Antileukotriene therapy. Future directions.

Abstract

In the early 1990s, numerous clinical trials with antileukotriene drugs confirmed Brocklehurst's hypothesis that slow-reacting substance of anaphylaxis (SRS-A) is an important bronchoconstrictor agent in asthma (1). Bronchoprovocation studies showed that inhibition of the synthesis of leukotrienes (LTs) or antagonism of cysteinyl-LT receptors partly or wholly blocks constrictor responses to a wide range of asthma triggers, including allergen, platelet-activating factor (PAF), exercise, cold air, sulfur dioxide, adenosine 5'-monophosphate, and nonsteroidal antiinflammatory drugs (NSAIDs) (2).

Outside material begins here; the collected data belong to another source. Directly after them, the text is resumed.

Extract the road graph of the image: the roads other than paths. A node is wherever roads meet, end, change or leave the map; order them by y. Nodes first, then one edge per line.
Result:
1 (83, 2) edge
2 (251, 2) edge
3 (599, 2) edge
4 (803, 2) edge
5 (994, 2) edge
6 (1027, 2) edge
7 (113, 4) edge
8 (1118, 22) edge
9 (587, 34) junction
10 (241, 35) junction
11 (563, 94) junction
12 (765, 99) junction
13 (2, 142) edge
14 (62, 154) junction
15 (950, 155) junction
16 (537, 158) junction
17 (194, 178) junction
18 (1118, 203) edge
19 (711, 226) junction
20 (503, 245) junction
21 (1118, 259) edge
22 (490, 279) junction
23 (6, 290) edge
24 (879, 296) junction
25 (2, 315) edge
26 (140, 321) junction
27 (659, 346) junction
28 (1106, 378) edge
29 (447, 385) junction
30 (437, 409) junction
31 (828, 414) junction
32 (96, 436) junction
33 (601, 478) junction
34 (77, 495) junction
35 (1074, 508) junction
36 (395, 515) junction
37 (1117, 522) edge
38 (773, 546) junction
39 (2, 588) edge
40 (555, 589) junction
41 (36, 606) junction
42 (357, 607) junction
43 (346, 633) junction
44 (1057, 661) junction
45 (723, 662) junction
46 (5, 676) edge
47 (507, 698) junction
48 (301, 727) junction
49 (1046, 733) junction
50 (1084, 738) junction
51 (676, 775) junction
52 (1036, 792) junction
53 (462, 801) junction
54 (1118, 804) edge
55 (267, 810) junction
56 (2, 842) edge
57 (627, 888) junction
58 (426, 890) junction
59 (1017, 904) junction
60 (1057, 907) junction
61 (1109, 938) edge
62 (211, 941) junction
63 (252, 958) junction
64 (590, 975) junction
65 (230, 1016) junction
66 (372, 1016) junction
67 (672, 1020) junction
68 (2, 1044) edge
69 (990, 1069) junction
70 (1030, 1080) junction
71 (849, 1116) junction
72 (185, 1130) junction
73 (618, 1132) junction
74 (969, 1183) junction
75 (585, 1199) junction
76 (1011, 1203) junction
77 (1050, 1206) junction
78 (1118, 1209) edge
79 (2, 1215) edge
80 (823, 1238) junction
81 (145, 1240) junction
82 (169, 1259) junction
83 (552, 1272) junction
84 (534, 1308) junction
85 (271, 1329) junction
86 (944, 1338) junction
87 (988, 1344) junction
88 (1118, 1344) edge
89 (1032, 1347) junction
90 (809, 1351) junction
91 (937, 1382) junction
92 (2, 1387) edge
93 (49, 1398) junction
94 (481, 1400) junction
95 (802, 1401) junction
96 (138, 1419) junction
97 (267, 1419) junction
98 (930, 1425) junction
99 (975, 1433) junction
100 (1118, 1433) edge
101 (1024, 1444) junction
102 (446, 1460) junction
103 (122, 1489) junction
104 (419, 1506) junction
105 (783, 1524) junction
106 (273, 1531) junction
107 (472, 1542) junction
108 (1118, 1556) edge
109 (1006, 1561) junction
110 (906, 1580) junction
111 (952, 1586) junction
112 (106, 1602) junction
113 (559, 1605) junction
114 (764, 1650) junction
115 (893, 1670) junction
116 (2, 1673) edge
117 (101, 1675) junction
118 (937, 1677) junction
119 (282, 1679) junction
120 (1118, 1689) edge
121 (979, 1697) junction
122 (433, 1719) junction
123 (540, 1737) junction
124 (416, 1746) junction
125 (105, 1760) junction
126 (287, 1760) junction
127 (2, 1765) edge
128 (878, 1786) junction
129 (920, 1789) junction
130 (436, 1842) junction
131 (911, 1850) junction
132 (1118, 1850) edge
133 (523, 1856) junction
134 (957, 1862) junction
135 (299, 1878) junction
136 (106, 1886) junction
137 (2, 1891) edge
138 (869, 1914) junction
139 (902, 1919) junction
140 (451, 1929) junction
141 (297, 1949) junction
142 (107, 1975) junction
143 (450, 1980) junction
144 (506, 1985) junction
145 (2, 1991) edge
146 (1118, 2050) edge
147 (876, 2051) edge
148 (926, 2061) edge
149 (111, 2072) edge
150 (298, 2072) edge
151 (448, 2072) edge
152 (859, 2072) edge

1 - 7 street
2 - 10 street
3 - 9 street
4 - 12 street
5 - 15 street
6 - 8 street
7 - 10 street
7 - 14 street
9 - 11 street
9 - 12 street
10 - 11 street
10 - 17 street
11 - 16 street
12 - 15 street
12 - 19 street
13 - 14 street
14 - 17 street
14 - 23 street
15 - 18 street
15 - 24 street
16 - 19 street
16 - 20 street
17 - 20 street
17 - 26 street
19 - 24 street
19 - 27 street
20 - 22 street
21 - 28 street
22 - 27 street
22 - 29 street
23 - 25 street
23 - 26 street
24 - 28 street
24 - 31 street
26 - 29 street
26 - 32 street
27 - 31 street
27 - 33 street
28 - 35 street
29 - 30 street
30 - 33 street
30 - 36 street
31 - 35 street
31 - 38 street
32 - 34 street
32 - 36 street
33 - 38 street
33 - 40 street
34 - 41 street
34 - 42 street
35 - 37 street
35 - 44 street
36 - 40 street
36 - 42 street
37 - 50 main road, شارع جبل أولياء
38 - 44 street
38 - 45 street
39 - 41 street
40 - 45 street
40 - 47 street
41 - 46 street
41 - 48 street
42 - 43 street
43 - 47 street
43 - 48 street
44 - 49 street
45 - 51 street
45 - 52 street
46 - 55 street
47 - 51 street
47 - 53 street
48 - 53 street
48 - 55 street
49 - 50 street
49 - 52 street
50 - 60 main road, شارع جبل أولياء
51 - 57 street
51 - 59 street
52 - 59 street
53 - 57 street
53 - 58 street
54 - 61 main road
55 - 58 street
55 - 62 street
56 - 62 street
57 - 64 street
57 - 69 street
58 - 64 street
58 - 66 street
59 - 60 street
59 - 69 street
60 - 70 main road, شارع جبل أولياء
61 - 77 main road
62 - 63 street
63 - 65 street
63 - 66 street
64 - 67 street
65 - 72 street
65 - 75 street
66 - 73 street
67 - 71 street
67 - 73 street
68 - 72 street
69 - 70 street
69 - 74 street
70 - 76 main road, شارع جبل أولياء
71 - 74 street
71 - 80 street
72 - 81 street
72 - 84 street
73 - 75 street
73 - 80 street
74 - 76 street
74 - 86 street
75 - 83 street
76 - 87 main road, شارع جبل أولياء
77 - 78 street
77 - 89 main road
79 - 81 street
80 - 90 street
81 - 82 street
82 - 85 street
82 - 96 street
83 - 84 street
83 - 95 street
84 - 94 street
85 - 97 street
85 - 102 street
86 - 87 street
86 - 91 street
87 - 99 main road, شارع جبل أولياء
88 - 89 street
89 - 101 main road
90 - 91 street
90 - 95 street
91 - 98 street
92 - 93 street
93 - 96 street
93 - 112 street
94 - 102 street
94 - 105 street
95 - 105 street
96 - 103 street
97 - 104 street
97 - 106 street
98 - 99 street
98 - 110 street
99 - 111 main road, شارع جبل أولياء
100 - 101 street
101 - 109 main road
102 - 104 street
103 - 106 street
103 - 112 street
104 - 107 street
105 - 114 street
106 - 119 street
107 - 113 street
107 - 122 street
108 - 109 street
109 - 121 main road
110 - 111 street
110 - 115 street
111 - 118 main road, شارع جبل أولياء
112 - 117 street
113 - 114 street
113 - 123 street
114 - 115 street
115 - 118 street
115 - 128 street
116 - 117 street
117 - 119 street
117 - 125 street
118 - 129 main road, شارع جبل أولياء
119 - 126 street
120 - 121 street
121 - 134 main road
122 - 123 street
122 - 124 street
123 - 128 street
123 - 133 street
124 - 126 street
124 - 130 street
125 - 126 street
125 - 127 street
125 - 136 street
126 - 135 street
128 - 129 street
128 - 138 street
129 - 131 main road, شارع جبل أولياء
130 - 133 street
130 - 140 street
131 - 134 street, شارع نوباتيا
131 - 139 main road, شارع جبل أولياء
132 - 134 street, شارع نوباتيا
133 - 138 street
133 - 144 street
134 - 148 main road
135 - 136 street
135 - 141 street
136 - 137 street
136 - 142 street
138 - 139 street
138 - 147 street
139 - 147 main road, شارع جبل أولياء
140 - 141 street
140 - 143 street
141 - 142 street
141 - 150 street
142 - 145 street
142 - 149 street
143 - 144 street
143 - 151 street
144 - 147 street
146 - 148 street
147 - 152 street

Multiple-dose studies of patients with allergic and nonallergic asthma commonly report 10-15% improvements in baseline lung function, with 25-60% improvements in secondary outcome measures, including symptom scores, night-time awakenings, use of rescue medication (β 2 -agonists and glucocorticoids), and days lost from work and school (3). To many researchers, the clinical improvements observed after blockade of this single family of inflammatory mediators were surprising, in view of the widely accepted model that airway narrowing is caused by numerous agents acting as components of a mediator soup. Indeed, the efficacy of antileukotriene drugs is highlighted by the relative failure in clinical trials of other mediator antagonists such as histamine H 1 antagonists, thromboxane antagonists, and PAF antagonists (4), The antibronchoconstrictor efficacy of antileukotriene drugs provided the main impetus behind their introduction as the first novel class of asthma therapy in more than 20 yr. However, clinical trials also provided surprising evidence for a hitherto unsuspected role of cysteinyl-leukotrienes in promoting persistent eosinophilia in the airway and blood of patients with asthma, and possibly influencing pathways involved in airway wall remodeling (5). A better understanding of these actions of antileukotriene drugs will influence their place in asthma management.